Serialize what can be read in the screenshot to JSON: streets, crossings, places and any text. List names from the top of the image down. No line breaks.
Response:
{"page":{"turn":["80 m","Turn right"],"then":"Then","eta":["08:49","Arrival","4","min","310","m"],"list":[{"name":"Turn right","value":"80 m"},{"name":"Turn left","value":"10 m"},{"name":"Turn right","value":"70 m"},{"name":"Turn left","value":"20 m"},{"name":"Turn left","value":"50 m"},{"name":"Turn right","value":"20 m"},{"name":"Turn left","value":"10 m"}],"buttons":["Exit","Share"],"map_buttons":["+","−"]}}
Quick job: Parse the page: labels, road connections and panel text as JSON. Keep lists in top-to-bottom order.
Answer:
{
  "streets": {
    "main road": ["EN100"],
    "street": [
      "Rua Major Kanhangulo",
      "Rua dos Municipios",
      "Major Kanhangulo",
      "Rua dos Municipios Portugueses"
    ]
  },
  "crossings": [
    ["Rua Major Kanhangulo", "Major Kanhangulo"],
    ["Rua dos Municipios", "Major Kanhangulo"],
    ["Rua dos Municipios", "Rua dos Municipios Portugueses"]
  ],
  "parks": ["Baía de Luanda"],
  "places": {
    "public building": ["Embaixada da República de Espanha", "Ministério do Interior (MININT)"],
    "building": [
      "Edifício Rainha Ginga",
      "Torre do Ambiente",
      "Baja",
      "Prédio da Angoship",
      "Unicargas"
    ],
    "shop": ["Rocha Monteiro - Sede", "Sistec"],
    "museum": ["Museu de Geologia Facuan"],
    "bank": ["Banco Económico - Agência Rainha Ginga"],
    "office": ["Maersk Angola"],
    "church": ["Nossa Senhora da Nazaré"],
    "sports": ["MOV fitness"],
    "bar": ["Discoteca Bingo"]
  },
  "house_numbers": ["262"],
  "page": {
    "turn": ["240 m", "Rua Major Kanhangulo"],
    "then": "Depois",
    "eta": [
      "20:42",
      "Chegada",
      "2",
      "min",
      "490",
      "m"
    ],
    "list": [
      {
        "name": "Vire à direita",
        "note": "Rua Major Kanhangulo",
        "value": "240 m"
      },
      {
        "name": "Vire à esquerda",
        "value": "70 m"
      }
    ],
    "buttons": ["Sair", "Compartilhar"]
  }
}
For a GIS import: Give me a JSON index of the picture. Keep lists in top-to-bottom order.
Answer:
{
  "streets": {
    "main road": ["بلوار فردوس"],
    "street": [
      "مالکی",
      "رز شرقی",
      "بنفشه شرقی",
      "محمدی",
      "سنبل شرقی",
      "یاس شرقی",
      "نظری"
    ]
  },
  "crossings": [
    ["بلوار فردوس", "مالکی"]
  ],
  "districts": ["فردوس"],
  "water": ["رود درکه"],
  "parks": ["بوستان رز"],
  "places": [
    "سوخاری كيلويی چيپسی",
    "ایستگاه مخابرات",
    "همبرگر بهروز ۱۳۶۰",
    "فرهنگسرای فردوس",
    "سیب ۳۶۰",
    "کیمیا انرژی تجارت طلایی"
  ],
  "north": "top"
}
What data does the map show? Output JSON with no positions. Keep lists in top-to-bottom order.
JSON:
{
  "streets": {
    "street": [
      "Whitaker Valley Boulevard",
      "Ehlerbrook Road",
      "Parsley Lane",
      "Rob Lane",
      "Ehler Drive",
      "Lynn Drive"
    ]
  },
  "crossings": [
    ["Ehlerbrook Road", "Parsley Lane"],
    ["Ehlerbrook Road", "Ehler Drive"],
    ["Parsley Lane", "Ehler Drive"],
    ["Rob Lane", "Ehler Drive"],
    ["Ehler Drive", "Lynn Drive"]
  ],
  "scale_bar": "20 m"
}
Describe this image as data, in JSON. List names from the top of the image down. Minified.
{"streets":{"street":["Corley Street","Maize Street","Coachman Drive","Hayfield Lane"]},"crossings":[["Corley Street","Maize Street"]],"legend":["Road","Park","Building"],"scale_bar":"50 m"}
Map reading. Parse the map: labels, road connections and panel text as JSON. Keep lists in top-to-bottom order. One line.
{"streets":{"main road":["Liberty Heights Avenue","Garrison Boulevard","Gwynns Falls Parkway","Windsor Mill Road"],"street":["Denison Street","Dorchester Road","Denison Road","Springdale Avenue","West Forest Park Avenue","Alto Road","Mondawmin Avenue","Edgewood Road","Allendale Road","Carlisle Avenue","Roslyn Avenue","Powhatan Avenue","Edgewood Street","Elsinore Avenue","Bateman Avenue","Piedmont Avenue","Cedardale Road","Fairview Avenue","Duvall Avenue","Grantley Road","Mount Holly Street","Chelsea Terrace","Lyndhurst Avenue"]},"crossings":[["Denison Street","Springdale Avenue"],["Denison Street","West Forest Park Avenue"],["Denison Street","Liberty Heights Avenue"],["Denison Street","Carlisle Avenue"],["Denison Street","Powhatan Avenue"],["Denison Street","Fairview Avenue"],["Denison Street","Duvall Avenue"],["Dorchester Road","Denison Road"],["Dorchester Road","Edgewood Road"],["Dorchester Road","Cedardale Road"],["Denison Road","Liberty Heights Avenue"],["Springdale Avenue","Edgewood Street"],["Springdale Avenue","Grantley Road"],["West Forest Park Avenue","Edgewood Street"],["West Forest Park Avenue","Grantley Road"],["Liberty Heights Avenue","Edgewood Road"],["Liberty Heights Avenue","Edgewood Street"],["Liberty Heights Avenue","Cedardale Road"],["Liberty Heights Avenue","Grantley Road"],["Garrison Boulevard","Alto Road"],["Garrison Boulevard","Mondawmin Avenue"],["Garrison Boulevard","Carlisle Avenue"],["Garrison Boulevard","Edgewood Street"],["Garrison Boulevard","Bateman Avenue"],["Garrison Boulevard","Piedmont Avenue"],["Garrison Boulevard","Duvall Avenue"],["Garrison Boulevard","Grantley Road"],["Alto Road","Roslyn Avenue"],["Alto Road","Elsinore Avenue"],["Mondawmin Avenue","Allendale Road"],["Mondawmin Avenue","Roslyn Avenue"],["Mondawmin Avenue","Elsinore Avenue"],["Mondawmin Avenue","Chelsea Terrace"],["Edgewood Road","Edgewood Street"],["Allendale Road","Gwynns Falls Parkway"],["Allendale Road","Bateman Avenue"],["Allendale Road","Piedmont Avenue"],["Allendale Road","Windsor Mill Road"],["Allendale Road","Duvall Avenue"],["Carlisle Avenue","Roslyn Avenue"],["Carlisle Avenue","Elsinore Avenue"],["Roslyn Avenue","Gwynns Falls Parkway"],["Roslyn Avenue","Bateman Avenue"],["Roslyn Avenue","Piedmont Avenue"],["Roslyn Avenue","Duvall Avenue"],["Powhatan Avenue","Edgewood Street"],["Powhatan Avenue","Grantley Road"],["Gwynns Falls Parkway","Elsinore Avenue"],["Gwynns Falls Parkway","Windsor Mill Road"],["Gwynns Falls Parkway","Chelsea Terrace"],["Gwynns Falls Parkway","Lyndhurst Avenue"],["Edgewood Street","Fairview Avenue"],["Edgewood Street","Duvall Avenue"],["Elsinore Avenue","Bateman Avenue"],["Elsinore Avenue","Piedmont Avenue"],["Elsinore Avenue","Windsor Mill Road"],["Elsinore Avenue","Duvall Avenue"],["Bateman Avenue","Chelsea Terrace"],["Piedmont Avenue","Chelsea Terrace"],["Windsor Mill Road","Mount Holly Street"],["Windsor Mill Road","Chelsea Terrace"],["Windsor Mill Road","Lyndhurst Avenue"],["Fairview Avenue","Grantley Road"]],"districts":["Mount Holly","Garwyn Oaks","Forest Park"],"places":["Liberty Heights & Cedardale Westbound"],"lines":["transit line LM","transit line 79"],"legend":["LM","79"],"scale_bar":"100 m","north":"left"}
☆ ☆ ☆ ☆
- **What is required**: Show each line of the material above where "value" occurs.

- **Reply**:
{"page":{"turn":["80 m","Turn right"],"then":"Then","eta":["08:49","Arrival","4","min","310","m"],"list":[{"name":"Turn right","value":"80 m"},{"name":"Turn left","value":"10 m"},{"name":"Turn right","value":"70 m"},{"name":"Turn left","value":"20 m"},{"name":"Turn left","value":"50 m"},{"name":"Turn right","value":"20 m"},{"name":"Turn left","value":"10 m"}],"buttons":["Exit","Share"],"map_buttons":["+","−"]}}
        "value": "240 m"
        "value": "70 m"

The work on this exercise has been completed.